◆ ASSIGNED TASK ◆
What is the number of lines in this listing that include "West"? Answer with that number only.
▼▼▼
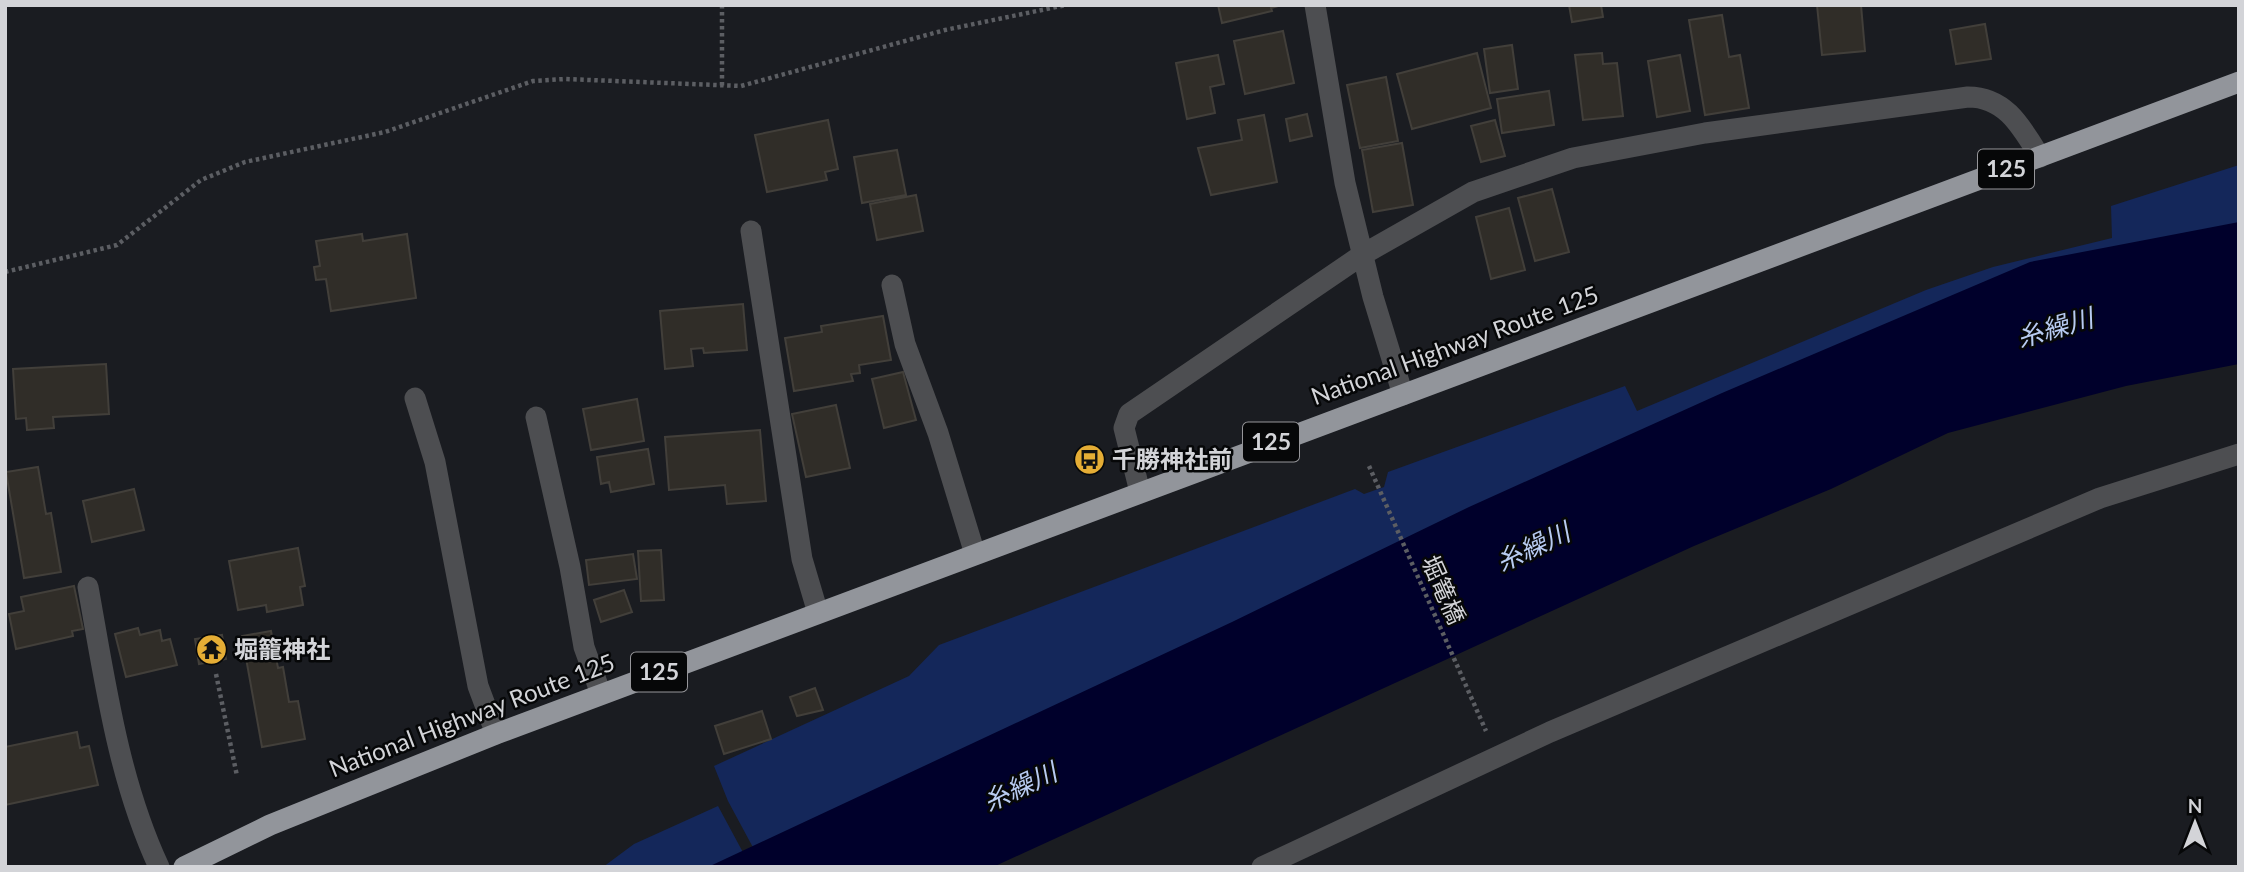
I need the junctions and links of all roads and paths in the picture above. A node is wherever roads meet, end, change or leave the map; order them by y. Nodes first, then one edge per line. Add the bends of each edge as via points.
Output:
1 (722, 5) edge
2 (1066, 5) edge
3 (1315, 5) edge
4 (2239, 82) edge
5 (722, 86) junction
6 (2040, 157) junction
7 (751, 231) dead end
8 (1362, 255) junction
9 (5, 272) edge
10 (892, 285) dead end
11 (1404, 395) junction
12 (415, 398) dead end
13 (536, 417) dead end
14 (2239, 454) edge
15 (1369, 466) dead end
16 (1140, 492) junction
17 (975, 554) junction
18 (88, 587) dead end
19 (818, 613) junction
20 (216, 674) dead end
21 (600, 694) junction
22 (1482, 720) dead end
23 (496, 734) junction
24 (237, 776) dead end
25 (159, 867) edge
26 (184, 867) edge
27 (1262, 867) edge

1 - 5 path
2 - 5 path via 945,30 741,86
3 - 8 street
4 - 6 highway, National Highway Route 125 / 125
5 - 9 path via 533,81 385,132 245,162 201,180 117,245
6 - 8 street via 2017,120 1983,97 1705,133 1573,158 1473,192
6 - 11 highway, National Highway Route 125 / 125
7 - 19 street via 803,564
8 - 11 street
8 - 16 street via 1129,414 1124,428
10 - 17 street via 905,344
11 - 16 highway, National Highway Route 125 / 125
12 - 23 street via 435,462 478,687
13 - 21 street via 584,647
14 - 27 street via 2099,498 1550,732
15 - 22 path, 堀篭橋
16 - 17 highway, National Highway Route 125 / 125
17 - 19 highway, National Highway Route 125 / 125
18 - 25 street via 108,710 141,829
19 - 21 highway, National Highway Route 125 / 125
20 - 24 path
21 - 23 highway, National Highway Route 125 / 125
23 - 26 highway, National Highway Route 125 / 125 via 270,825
▲▲▲
▼▼▼
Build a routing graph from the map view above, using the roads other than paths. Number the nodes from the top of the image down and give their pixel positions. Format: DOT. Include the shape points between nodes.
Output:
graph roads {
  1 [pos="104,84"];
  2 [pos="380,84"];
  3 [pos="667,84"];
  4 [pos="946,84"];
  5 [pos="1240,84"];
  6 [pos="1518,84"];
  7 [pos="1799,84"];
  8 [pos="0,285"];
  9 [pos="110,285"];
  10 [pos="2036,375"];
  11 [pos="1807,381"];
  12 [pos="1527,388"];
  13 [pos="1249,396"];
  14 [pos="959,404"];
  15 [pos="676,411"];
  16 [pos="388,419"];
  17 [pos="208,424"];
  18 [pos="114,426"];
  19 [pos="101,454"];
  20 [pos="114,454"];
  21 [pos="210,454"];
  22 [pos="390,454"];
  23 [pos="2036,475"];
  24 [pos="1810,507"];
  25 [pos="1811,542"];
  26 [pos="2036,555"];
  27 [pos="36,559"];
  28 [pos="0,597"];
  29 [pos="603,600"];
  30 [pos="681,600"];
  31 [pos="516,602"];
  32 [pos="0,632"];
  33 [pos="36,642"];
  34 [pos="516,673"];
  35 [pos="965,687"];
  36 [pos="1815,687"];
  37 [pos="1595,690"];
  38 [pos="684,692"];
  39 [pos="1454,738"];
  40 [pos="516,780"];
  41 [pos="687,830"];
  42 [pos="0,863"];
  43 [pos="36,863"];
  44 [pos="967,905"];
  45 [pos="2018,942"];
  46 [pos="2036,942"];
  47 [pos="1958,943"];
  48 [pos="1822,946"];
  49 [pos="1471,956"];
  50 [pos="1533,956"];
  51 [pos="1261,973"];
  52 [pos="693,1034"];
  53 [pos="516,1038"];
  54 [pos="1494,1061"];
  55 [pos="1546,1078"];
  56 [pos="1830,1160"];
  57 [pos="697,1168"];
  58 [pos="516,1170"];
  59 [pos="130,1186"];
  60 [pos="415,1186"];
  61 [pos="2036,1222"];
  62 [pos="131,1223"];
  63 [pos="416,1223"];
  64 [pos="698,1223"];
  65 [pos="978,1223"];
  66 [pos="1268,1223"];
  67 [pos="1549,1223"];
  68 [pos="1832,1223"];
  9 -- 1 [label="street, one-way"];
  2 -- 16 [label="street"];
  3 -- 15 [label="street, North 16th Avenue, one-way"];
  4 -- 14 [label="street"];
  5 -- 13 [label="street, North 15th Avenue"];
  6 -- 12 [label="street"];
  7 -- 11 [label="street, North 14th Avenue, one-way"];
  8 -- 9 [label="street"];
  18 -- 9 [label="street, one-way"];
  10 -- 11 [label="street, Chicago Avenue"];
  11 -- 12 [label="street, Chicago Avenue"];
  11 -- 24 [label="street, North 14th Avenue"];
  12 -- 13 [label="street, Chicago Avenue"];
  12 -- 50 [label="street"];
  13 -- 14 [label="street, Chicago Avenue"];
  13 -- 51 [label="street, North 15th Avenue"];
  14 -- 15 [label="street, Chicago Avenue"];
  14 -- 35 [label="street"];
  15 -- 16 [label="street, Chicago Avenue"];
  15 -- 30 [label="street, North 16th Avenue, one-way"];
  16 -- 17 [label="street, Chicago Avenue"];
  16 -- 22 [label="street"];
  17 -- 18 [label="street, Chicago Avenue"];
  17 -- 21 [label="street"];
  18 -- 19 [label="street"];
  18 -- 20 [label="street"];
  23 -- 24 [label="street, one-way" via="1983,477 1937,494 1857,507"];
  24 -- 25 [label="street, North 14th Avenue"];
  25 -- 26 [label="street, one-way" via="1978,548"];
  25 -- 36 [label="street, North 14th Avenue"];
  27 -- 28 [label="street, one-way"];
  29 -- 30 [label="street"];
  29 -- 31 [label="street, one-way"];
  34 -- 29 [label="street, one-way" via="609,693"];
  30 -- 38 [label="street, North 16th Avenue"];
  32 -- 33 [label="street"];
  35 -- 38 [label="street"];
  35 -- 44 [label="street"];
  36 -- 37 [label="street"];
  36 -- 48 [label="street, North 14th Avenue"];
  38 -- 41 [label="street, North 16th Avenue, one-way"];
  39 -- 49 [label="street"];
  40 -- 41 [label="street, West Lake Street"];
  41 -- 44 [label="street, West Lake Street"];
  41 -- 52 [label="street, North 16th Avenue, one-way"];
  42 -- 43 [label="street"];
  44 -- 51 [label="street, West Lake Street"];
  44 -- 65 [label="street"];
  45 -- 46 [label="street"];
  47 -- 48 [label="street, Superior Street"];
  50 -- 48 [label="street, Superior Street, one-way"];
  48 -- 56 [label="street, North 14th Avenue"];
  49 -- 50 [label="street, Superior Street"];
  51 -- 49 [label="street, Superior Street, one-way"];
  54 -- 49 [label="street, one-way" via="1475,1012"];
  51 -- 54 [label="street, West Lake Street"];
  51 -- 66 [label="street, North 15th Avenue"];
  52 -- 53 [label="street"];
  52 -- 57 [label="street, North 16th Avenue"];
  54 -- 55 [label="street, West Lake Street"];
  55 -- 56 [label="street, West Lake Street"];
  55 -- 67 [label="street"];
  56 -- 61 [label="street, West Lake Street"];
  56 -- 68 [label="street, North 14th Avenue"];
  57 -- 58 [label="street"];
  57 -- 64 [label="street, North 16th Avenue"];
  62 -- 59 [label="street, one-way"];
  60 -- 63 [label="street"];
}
▲▲▲
◆ RESULT FOR THIS EXERCISE ◆
7